> ASSIGNMENT
Below are records; count the lines in them that hold "後免中島高知線" and give only the count.

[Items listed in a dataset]
....

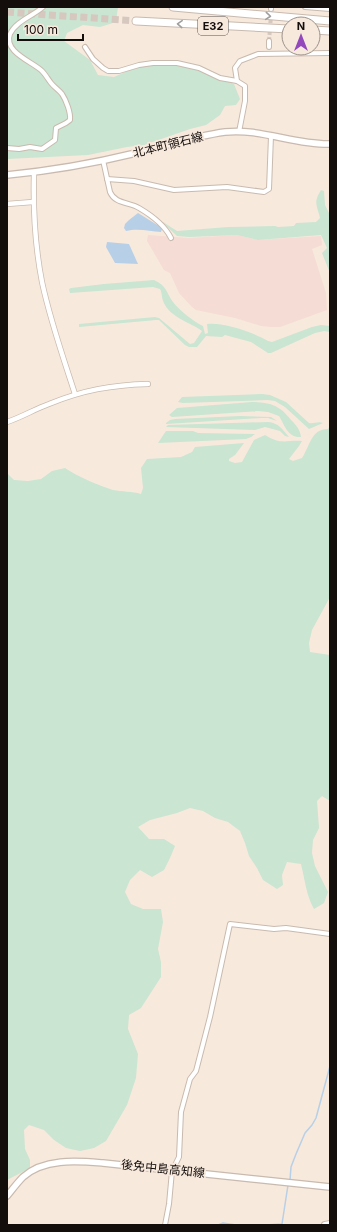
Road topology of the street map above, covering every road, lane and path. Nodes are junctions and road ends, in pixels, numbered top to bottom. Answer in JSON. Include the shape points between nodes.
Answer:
{"nodes":[{"id":1,"x":43,"y":7,"type":"edge"},
{"id":2,"x":173,"y":7,"type":"edge"},
{"id":3,"x":305,"y":7,"type":"edge"},
{"id":4,"x":329,"y":9,"type":"edge"},
{"id":5,"x":330,"y":20,"type":"edge"},
{"id":6,"x":136,"y":21,"type":"tunnel mouth"},
{"id":7,"x":281,"y":29,"type":"edge"},
{"id":8,"x":269,"y":41,"type":"tunnel mouth"},
{"id":9,"x":84,"y":47,"type":"dead end"},
{"id":10,"x":269,"y":50,"type":"junction"},
{"id":11,"x":330,"y":53,"type":"edge"},
{"id":12,"x":237,"y":81,"type":"junction"},
{"id":13,"x":239,"y":132,"type":"junction"},
{"id":14,"x":271,"y":136,"type":"junction"},
{"id":15,"x":330,"y":144,"type":"edge"},
{"id":16,"x":7,"y":148,"type":"edge"},
{"id":17,"x":103,"y":160,"type":"junction"},
{"id":18,"x":34,"y":173,"type":"junction"},
{"id":19,"x":7,"y":175,"type":"edge"},
{"id":20,"x":107,"y":179,"type":"junction"},
{"id":21,"x":33,"y":202,"type":"junction"},
{"id":22,"x":7,"y":204,"type":"edge"},
{"id":23,"x":171,"y":238,"type":"dead end"},
{"id":24,"x":148,"y":384,"type":"dead end"},
{"id":25,"x":75,"y":394,"type":"junction"},
{"id":26,"x":7,"y":422,"type":"edge"},
{"id":27,"x":330,"y":934,"type":"edge"},
{"id":28,"x":172,"y":1171,"type":"junction"},
{"id":29,"x":330,"y":1187,"type":"edge"},
{"id":30,"x":7,"y":1196,"type":"edge"},
{"id":31,"x":330,"y":1224,"type":"edge"},
{"id":32,"x":165,"y":1225,"type":"edge"},
{"id":33,"x":325,"y":1225,"type":"edge"}],
"edges":[{"from":1,"to":16,"type":"street","via":[[18,24],[11,33],[9,43],[25,60],[42,71],[62,94],[70,120],[56,128],[55,140],[44,149],[30,146],[19,150]]},
{"from":2,"to":5,"type":"highway","number":"E32","one_way":true},
{"from":3,"to":4,"type":"street"},
{"from":7,"to":6,"type":"highway","number":"E32","one_way":true},
{"from":8,"to":10,"type":"street"},
{"from":9,"to":12,"type":"street","via":[[93,59],[108,71],[152,63],[177,63],[199,68],[220,78]]},
{"from":10,"to":11,"type":"street"},
{"from":10,"to":12,"type":"street","via":[[240,62],[235,68]]},
{"from":12,"to":13,"type":"street","via":[[245,86]]},
{"from":13,"to":14,"type":"main road","name":"北本町領石線"},
{"from":13,"to":17,"type":"main road","name":"北本町領石線","via":[[210,135]]},
{"from":14,"to":15,"type":"main road","name":"北本町領石線"},
{"from":14,"to":20,"type":"street","via":[[269,189],[264,192],[227,187],[174,190],[134,181]]},
{"from":17,"to":18,"type":"main road","name":"北本町領石線"},
{"from":17,"to":20,"type":"street"},
{"from":18,"to":19,"type":"main road","name":"北本町領石線"},
{"from":18,"to":21,"type":"street"},
{"from":20,"to":23,"type":"street","via":[[114,199],[141,209],[161,224]]},
{"from":21,"to":22,"type":"street"},
{"from":21,"to":25,"type":"street","via":[[42,281]]},
{"from":24,"to":25,"type":"street","via":[[100,388]]},
{"from":25,"to":26,"type":"street"},
{"from":27,"to":28,"type":"street","via":[[230,924],[196,1071],[190,1079],[181,1112],[179,1157]]},
{"from":28,"to":29,"type":"main road","name":"後免中島高知線"},
{"from":28,"to":30,"type":"main road","name":"後免中島高知線","via":[[72,1161],[41,1166],[24,1177]]},
{"from":28,"to":32,"type":"street"},
{"from":31,"to":33,"type":"highway"}]}
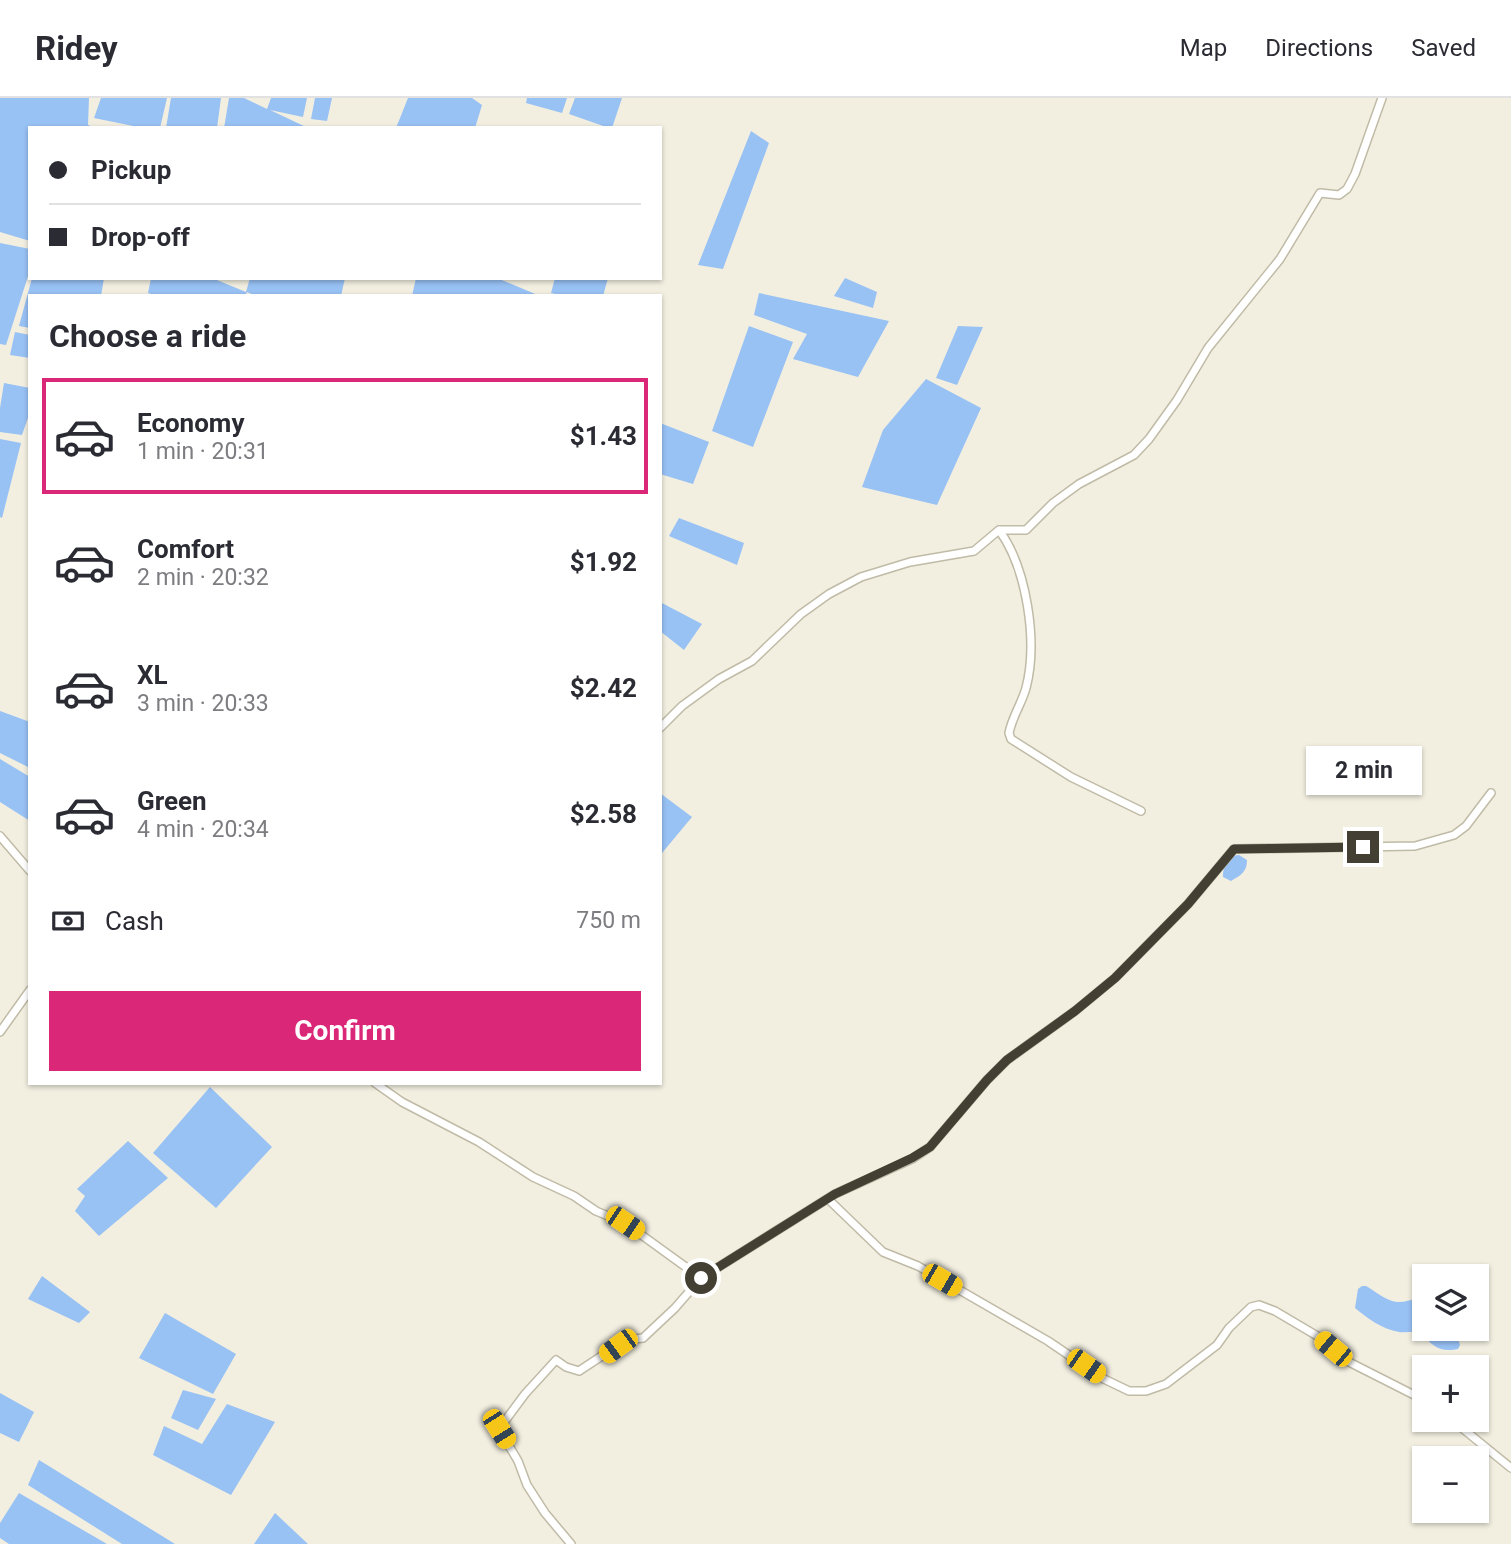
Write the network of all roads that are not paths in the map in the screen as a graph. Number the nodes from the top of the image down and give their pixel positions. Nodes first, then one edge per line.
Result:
1 (1382, 98) edge
2 (999, 530) junction
3 (662, 726) edge
4 (1491, 793) dead end
5 (1141, 811) dead end
6 (0, 836) edge
7 (28, 868) edge
8 (28, 993) edge
9 (0, 1032) edge
10 (378, 1085) edge
11 (828, 1199) junction
12 (701, 1278) junction
13 (1412, 1394) edge
14 (1467, 1432) edge
15 (1511, 1468) edge
16 (571, 1544) edge

1 - 2 street
2 - 3 street
2 - 5 street
4 - 11 street
6 - 7 street
8 - 9 street
10 - 12 street
11 - 12 street
11 - 13 street
12 - 16 street
14 - 15 street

....

> OUTPUT FOR THIS EXERCISE
2